There will always be tickets floating around for shows, be they on StubHub, Craigslist or a bulletin board. Lyte, which was featured by Pollstar last summer, aggressively argues that it is not like any of those platforms. It is not a secondary ticketing source or a “third party,” according to the company. It is, instead, integrated with the original ticket seller.
That’s why, for instance, the BottleRock music and food festival in Napa, Calif., could announce last summer that it was sold out and immediately directed disappointed fans to the Lyte ticket exchange. There didn’t appear to be much backlash on social media because Lyte wasn’t there to re-sell tickets at astronomical prices; it was there to match a seller with a buyer at a nominal price (if one agrees that $195 for a one-day GA ticket to BottleRock is nominal).
“The whole secondary market is complicated; it’s shady,” Andy Donner, VP of corporate development at Ticketfly, told Pollstar. “There are more stories of problems than solutions. I’d been approached by all the usual suspects who wanted to engage in a partnership discussion.
“I’ve been highly reticent because the solutions are fundamentally flawed from a poor fan experience, the issue of no shows. They don’t address the scalping issue either with the price gouging or by selling tickets before the event is sold out. When they show up with a fake ticket, they bang on the Will Call window.”
One of Ticketfly’s embellishments to Lyte is the changing of barcodes. Because Lyte already has the original ticket manifest of Ticketfly, it can cancel the barcode of the seller’s ticket and reissue it to the buyer with a new barcode that can be scanned at the entrance – no going to the Will Call to see if that ticket you bought actually exists.
Lyte, led by Ant Taylor, will be integrated with the 1,700 venues and promoters that use Ticketfly. Their respective websites can implement Lyte whenever a show sells out, with the Lyte “button” appearing as soon as one does sell out. Clients are not precluded from continuing their traditional protocols but Ticketfly believes Lyte will be a welcome change.
“We believe this will be a welcome change for venues and promoters because it puts them in the driver’s seat,” a Ticketfly spokeswoman told Pollstar. “They control which events the exchange is turned on for, what ticket types are eligible, the delivery method, and can even cap the price Lyte is able to resell tickets for.”
“Over the last two years, we have driven no-show rates down by 65 percent on average in venues that use Lyte,” Taylor told Pollstar. “Our partners have experienced a 40 percent decline in the secondary market along with all of the problems that arise with it – fake tickets, price gouging, etc. This is because our platform is 100 percent fraud free.”
As for revolutionary, it is no secret that Ticketmaster has TicketExchange, which does exactly that: it exchanges tickets between fans. Ticketfly argues that the difference with Lyte is pricing, saying “the price on any given day the price will be lowest on Lyte.” Unlike TicketExchange where the seller sets the price, Lyte is an intermediary between parties – it actually buys the ticket using a pricing algorithm then sells it, with a markup. Sometimes Lyte will even have to sell it at a lower price if the dynamics change along the way, according to a spokeswoman.

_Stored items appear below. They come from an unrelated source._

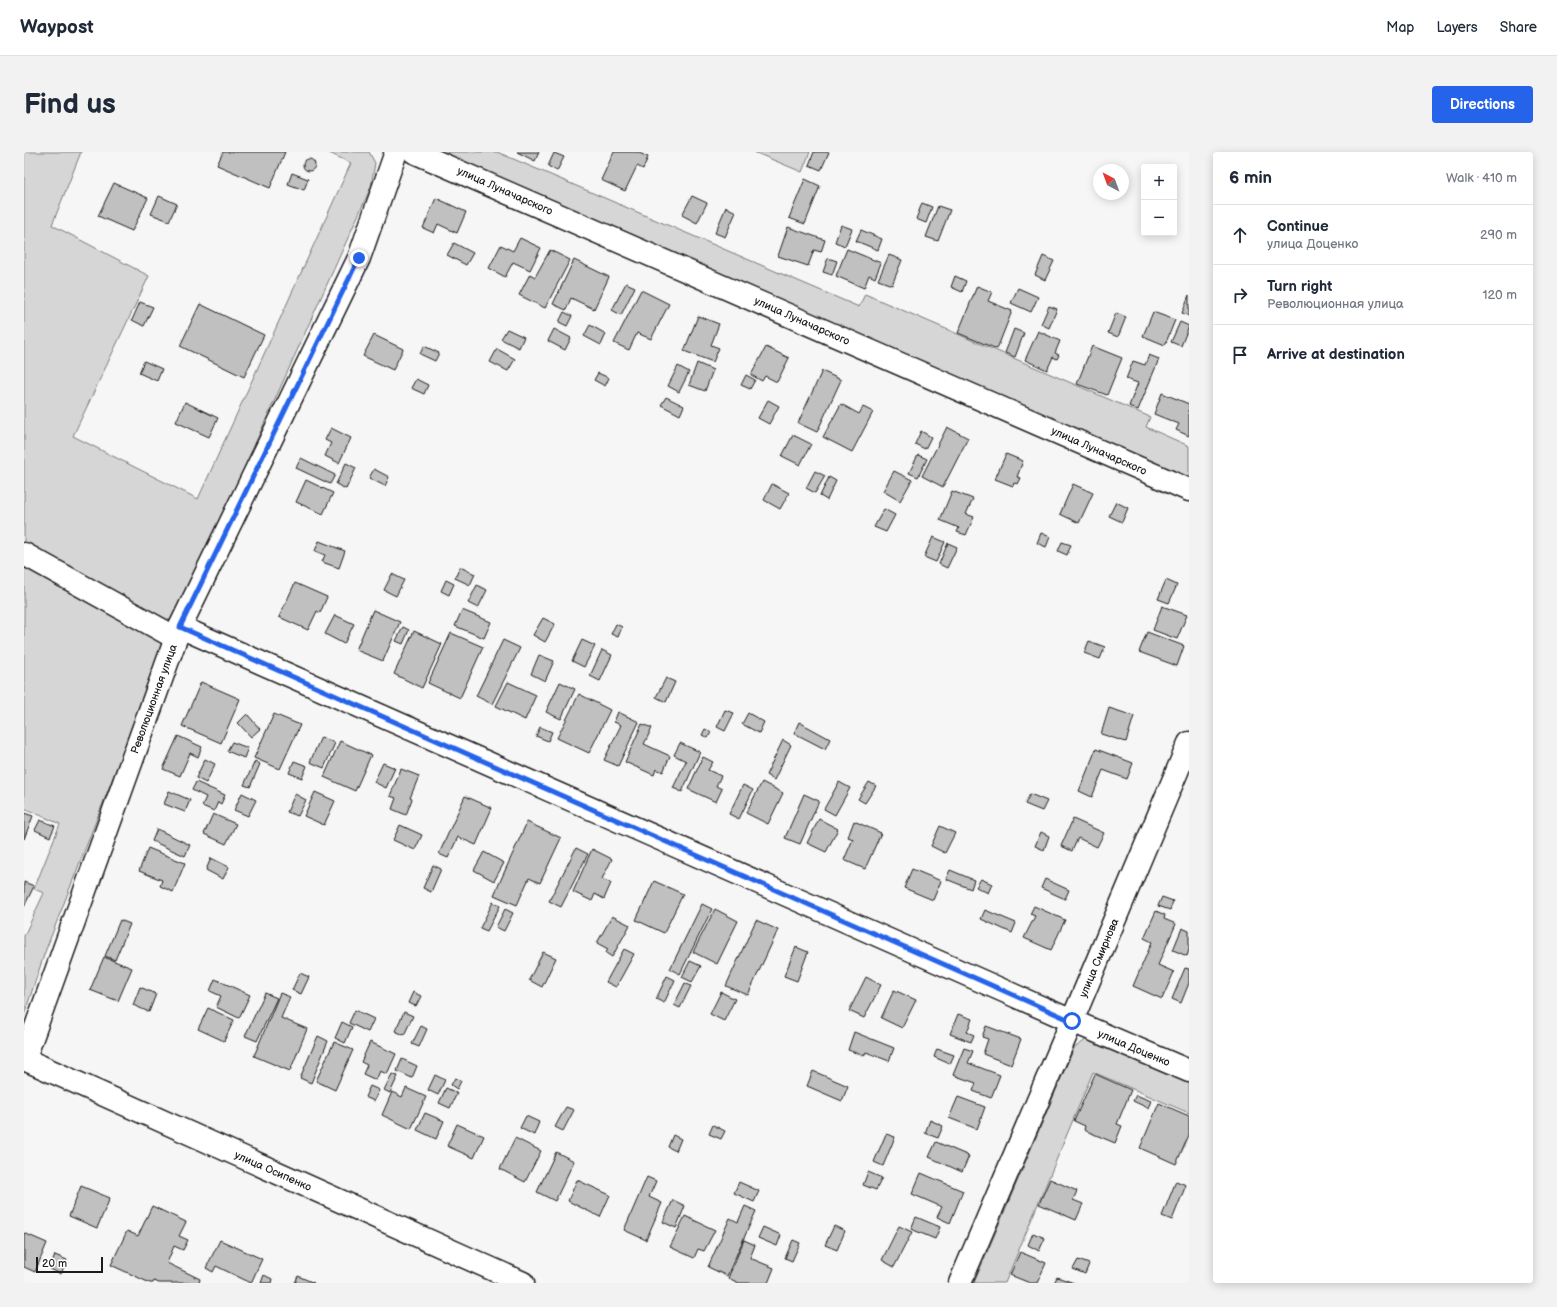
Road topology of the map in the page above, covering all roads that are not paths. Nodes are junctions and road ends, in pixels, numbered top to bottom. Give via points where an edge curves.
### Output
1 (396, 152) edge
2 (414, 152) edge
3 (1189, 490) edge
4 (24, 554) edge
5 (178, 633) junction
6 (1189, 743) edge
7 (1072, 1021) junction
8 (24, 1059) edge
9 (1189, 1071) edge
10 (523, 1283) edge
11 (960, 1283) edge

1 - 5 street, Революционная улица via 359,258
2 - 3 street, улица Луначарского
4 - 5 street, улица Доценко
5 - 7 street, улица Доценко
5 - 8 street, Революционная улица
6 - 7 street, улица Смирнова
7 - 9 street, улица Доценко
7 - 11 street, улица Смирнова
8 - 10 street, улица Осипенко

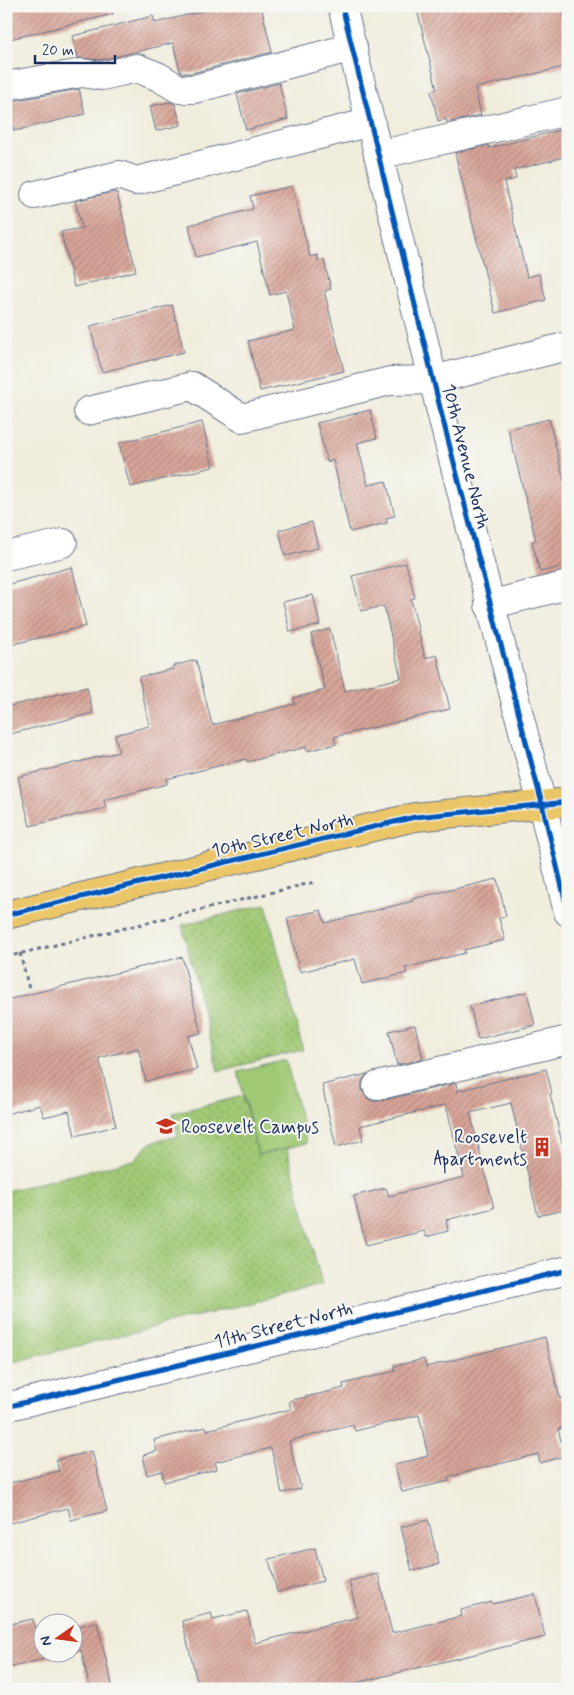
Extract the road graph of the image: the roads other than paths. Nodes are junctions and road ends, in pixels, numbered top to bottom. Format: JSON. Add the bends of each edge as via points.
{"nodes":[{"id":1,"x":342,"y":6,"type":"edge"},
{"id":2,"x":353,"y":47,"type":"junction"},
{"id":3,"x":6,"y":84,"type":"edge"},
{"id":4,"x":568,"y":111,"type":"edge"},
{"id":5,"x":371,"y":122,"type":"junction"},
{"id":6,"x":378,"y":155,"type":"junction"},
{"id":7,"x":35,"y":195,"type":"dead end"},
{"id":8,"x":568,"y":346,"type":"edge"},
{"id":9,"x":433,"y":380,"type":"junction"},
{"id":10,"x":88,"y":411,"type":"dead end"},
{"id":11,"x":63,"y":543,"type":"dead end"},
{"id":12,"x":6,"y":556,"type":"edge"},
{"id":13,"x":568,"y":585,"type":"edge"},
{"id":14,"x":489,"y":605,"type":"junction"},
{"id":15,"x":555,"y":803,"type":"edge"},
{"id":16,"x":568,"y":912,"type":"edge"},
{"id":17,"x":6,"y":915,"type":"edge"},
{"id":18,"x":568,"y":1040,"type":"edge"},
{"id":19,"x":378,"y":1086,"type":"dead end"},
{"id":20,"x":568,"y":1270,"type":"edge"},
{"id":21,"x":6,"y":1407,"type":"edge"}],
"edges":[{"from":1,"to":2,"type":"street","name":"10th Avenue North"},
{"from":2,"to":3,"type":"street","via":[[194,89],[180,89],[137,68],[102,76],[82,73]]},
{"from":2,"to":5,"type":"street","name":"10th Avenue North"},
{"from":4,"to":6,"type":"street"},
{"from":5,"to":6,"type":"street","name":"10th Avenue North"},
{"from":5,"to":7,"type":"street","via":[[136,181],[119,175]]},
{"from":6,"to":9,"type":"street","name":"10th Avenue North"},
{"from":8,"to":9,"type":"street"},
{"from":9,"to":10,"type":"street","via":[[390,381],[242,418],[192,386]]},
{"from":9,"to":14,"type":"street","name":"10th Avenue North"},
{"from":11,"to":12,"type":"street"},
{"from":13,"to":14,"type":"street"},
{"from":14,"to":15,"type":"street","name":"10th Avenue North"},
{"from":15,"to":16,"type":"street","name":"10th Avenue North"},
{"from":15,"to":17,"type":"main road","name":"10th Street North","via":[[415,817]]},
{"from":18,"to":19,"type":"street"},
{"from":20,"to":21,"type":"street","name":"11th Street North"}]}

Donner does not believe competitors will be creating their own Lytes anytime soon.
“Clearly we’ve had the conversation, ‘Why shouldn’t we do this ourselves?’ and the answer is, ‘It’s hard. It’s really, really hard. You can build anything with enough time and enough engineers but Lyte is the best at what they do—pricing and ticket exchange. We’re focused on being the best at what we do, which is primary ticketing.”
Lyte is not precluded from continuing its relationships with clients like BottleRock, Newport Folk Festival, Mumford & Sons, University of Arkansas or any other venue, promoter, artist, athletic department or sports franchise that is not ticketed by Ticketfly, Taylor said.